Content starts

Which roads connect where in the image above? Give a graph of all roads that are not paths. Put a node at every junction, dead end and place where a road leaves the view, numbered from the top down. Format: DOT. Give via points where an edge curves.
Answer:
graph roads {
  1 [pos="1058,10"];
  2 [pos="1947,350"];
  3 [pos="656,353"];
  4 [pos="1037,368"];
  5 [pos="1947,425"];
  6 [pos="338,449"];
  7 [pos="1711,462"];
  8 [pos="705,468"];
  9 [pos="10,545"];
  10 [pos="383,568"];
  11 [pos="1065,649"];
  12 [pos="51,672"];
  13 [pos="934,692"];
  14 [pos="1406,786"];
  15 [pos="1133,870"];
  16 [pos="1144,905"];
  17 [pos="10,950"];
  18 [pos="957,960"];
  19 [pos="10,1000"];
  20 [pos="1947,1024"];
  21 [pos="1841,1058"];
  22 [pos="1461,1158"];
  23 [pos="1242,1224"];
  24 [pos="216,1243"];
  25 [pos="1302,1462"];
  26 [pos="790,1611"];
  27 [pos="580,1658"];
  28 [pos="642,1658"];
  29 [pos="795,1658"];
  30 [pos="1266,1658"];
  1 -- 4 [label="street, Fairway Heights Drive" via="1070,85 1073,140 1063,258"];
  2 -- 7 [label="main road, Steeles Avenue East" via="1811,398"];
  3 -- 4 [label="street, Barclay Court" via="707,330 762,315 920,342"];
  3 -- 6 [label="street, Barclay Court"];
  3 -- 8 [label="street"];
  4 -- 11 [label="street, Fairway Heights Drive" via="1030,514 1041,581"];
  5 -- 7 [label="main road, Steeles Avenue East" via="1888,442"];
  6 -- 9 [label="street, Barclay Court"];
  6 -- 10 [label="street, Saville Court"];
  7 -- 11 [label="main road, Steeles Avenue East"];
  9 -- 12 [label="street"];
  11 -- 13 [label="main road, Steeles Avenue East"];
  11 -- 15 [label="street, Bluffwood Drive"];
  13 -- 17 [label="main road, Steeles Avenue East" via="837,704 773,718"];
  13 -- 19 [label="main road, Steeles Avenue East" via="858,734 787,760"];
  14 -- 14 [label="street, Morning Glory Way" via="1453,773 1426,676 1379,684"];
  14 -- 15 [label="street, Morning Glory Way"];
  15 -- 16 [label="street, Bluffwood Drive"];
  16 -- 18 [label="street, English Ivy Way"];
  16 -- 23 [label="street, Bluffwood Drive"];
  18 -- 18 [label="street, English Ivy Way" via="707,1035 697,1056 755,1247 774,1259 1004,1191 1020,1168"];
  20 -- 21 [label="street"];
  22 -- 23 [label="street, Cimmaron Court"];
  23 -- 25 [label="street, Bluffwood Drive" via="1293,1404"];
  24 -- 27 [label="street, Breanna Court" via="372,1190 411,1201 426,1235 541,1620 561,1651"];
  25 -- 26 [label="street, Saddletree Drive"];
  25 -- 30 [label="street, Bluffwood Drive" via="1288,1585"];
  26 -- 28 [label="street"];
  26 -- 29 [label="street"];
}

Content ends

__What you have to do__
Would you print all of the material above exactly as written?

__Final answer__
Which roads connect where in the image above? Give a graph of all roads that are not paths. Put a node at every junction, dead end and place where a road leaves the view, numbered from the top down. Format: DOT. Give via points where an edge curves.
Answer:
graph roads {
  1 [pos="1058,10"];
  2 [pos="1947,350"];
  3 [pos="656,353"];
  4 [pos="1037,368"];
  5 [pos="1947,425"];
  6 [pos="338,449"];
  7 [pos="1711,462"];
  8 [pos="705,468"];
  9 [pos="10,545"];
  10 [pos="383,568"];
  11 [pos="1065,649"];
  12 [pos="51,672"];
  13 [pos="934,692"];
  14 [pos="1406,786"];
  15 [pos="1133,870"];
  16 [pos="1144,905"];
  17 [pos="10,950"];
  18 [pos="957,960"];
  19 [pos="10,1000"];
  20 [pos="1947,1024"];
  21 [pos="1841,1058"];
  22 [pos="1461,1158"];
  23 [pos="1242,1224"];
  24 [pos="216,1243"];
  25 [pos="1302,1462"];
  26 [pos="790,1611"];
  27 [pos="580,1658"];
  28 [pos="642,1658"];
  29 [pos="795,1658"];
  30 [pos="1266,1658"];
  1 -- 4 [label="street, Fairway Heights Drive" via="1070,85 1073,140 1063,258"];
  2 -- 7 [label="main road, Steeles Avenue East" via="1811,398"];
  3 -- 4 [label="street, Barclay Court" via="707,330 762,315 920,342"];
  3 -- 6 [label="street, Barclay Court"];
  3 -- 8 [label="street"];
  4 -- 11 [label="street, Fairway Heights Drive" via="1030,514 1041,581"];
  5 -- 7 [label="main road, Steeles Avenue East" via="1888,442"];
  6 -- 9 [label="street, Barclay Court"];
  6 -- 10 [label="street, Saville Court"];
  7 -- 11 [label="main road, Steeles Avenue East"];
  9 -- 12 [label="street"];
  11 -- 13 [label="main road, Steeles Avenue East"];
  11 -- 15 [label="street, Bluffwood Drive"];
  13 -- 17 [label="main road, Steeles Avenue East" via="837,704 773,718"];
  13 -- 19 [label="main road, Steeles Avenue East" via="858,734 787,760"];
  14 -- 14 [label="street, Morning Glory Way" via="1453,773 1426,676 1379,684"];
  14 -- 15 [label="street, Morning Glory Way"];
  15 -- 16 [label="street, Bluffwood Drive"];
  16 -- 18 [label="street, English Ivy Way"];
  16 -- 23 [label="street, Bluffwood Drive"];
  18 -- 18 [label="street, English Ivy Way" via="707,1035 697,1056 755,1247 774,1259 1004,1191 1020,1168"];
  20 -- 21 [label="street"];
  22 -- 23 [label="street, Cimmaron Court"];
  23 -- 25 [label="street, Bluffwood Drive" via="1293,1404"];
  24 -- 27 [label="street, Breanna Court" via="372,1190 411,1201 426,1235 541,1620 561,1651"];
  25 -- 26 [label="street, Saddletree Drive"];
  25 -- 30 [label="street, Bluffwood Drive" via="1288,1585"];
  26 -- 28 [label="street"];
  26 -- 29 [label="street"];
}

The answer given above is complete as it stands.